Health-care reform is the shorthand for a sweeping package of changes that backers say will help control the rising cost of medical services and ensure that all U.S. residents have access to health care.

In the Senate, two committees have worked on that legislation: the Finance Committee and the Health, Education, Labor and Pensions Committee.

Hagan is a member of the health committee and attracted national attention because she expressed reservations about creating a public-option provider.

Such a government-run health plan would insure those who aren't covered by their employers, can't afford to buy insurance on their own and don't qualify for other government-run programs such as Medicaid and Medicare.

Hagan worried openly about the potential cost, and that the plan would disrupt the private insurance market by prompting employers to drop their private coverage. Her concerns were seen as delaying the legislation on the closely divided health-care committee, particularly because Kennedy has been too ill to attend many of its sessions.

But Hagan staff members said that the plan floated Thursday deals with the senator's concerns. Gatekeepers will ensure that those with adequate private coverage will not enroll in the publicly run plans, they said.
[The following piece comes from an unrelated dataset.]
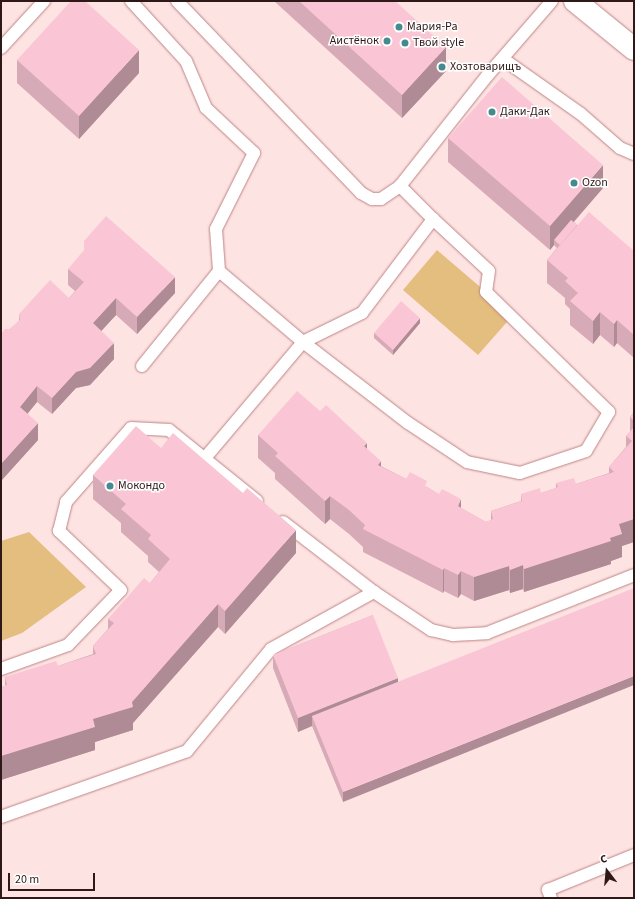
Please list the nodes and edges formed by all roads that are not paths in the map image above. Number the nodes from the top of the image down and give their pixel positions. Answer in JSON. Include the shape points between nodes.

And businesses with more than 25 employees that don't provide health insurance for their workers will pay a $750 fee per full-time employee toward the national program. Those two features will help make sure that private health insurance is the norm, while creating an environment in which they say that 97 percent of Americans would have health coverage.
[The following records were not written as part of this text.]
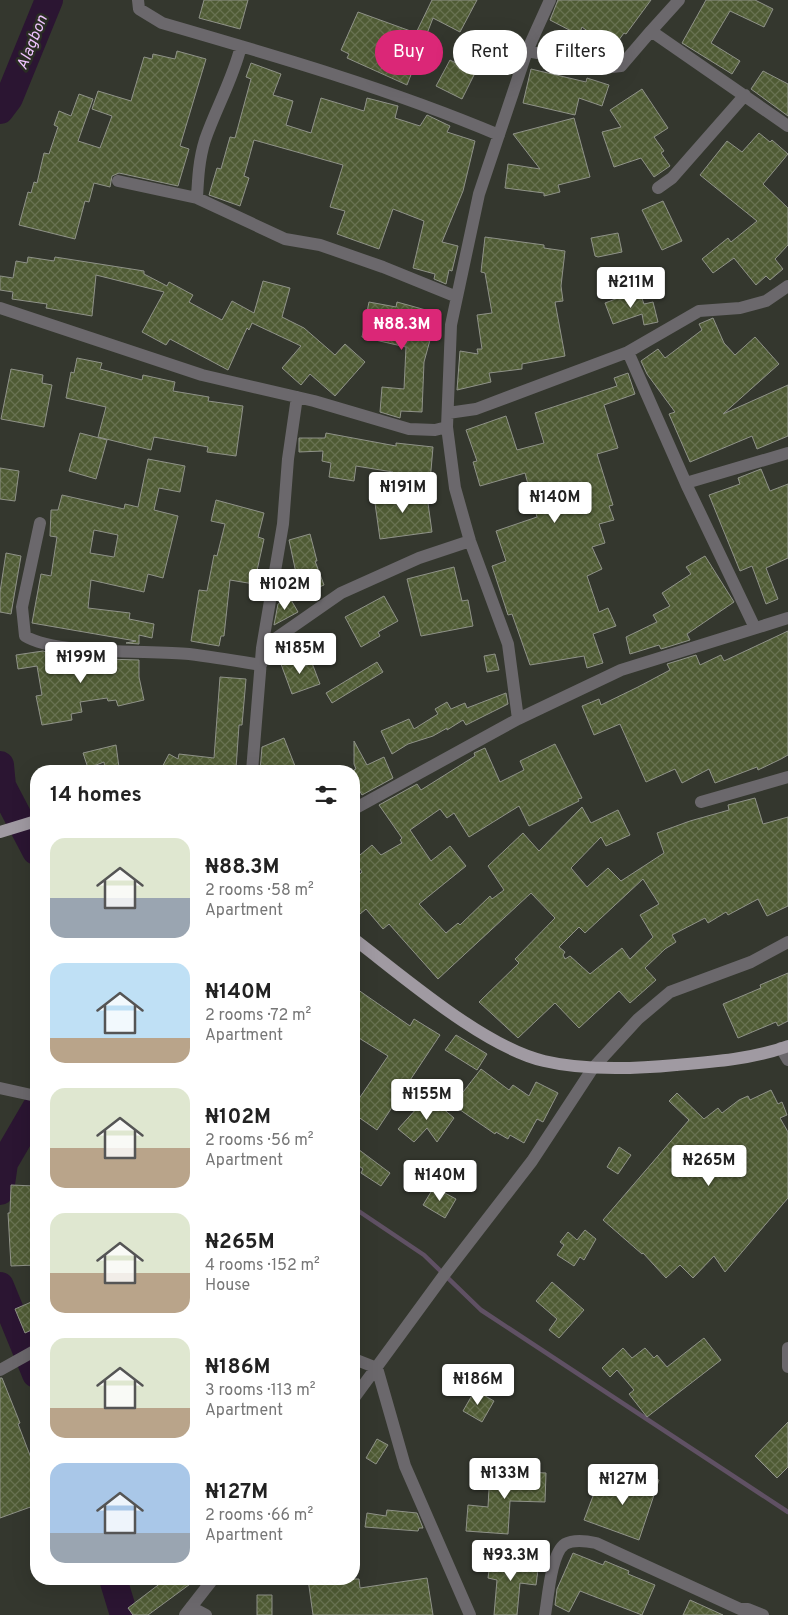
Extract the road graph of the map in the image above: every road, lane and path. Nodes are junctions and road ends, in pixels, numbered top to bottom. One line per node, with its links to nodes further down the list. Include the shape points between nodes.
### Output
1 (138, 0): 5 (street, via 139,9 162,23)
2 (550, 0): 6 (street)
3 (679, 0): 4 (street)
4 (651, 31): 6 (street, via 620,66); 8 (street)
5 (241, 46): 10 (street, via 430,106); 13 (street, via 234,72 205,141)
6 (527, 51)
7 (519, 75): 10 (street)
8 (745, 95): 9 (street); 12 (street, via 672,178)
9 (788, 126)
10 (499, 135): 15 (street, via 479,194)
11 (118, 181): 13 (street)
12 (658, 188)
13 (197, 198): 15 (street, via 285,239 347,255)
14 (788, 286): 17 (street, via 766,301 740,308 699,310)
15 (457, 297): 19 (street, via 451,325)
16 (0, 308): 18 (street, via 202,374)
17 (628, 352): 19 (street, via 476,409); 22 (street)
18 (297, 397): 20 (street, via 409,429); 27 (street, via 283,524)
19 (448, 413): 20 (street)
20 (448, 427): 24 (street, via 455,488)
21 (788, 453): 22 (street)
22 (686, 483): 26 (street)
23 (40, 523): 28 (street, via 22,607 25,636 60,646 188,654)
24 (470, 541): 27 (street, via 419,558 341,593); 29 (street, via 508,644)
25 (788, 618): 26 (street)
26 (755, 628): 29 (street, via 621,670)
27 (262, 648): 28 (street)
28 (261, 665): 30 (street)
29 (518, 719): 33 (street)
30 (253, 765)
31 (788, 777): 32 (street)
32 (701, 802)
33 (360, 806)
34 (30, 822): 35 (main road)
35 (0, 832)
36 (788, 942): 40 (street, via 751,962 670,992 638,1019)
37 (360, 943): 40 (main road, via 468,1024 502,1044 543,1061)
38 (784, 1047): 39 (street); 40 (main road, via 716,1062)
39 (788, 1060)
40 (593, 1068): 47 (street, via 532,1161)
41 (0, 1088): 42 (street)
42 (30, 1095)
43 (788, 1348): 46 (street)
44 (30, 1353): 48 (street)
45 (360, 1361): 47 (street)
46 (788, 1366)
47 (377, 1368): 49 (street); 54 (street, via 406,1466)
48 (0, 1370)
49 (360, 1390)
50 (208, 1585): 51 (street)
51 (188, 1611): 53 (street)
52 (736, 1612): 55 (street, via 596,1544 576,1541 566,1543 555,1558); 56 (street, via 748,1609)
53 (206, 1615)
54 (470, 1615)
55 (545, 1615)
56 (763, 1615)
"This public option is the kind of compromise plan that could get through the Senate," said Stephanie Allen, Hagan's communications director.

When Hagan became the Democratic nominee for Senate in 2008, Democrats unified behind her as a way to oust Republican Elizabeth Dole. Chris Kromm, the executive director of the Institute for Southern Studies, a progressive think tank and publishing operation, said that many liberals might not have realized that Hagan had been a business-friendly Democrat in the state Senate.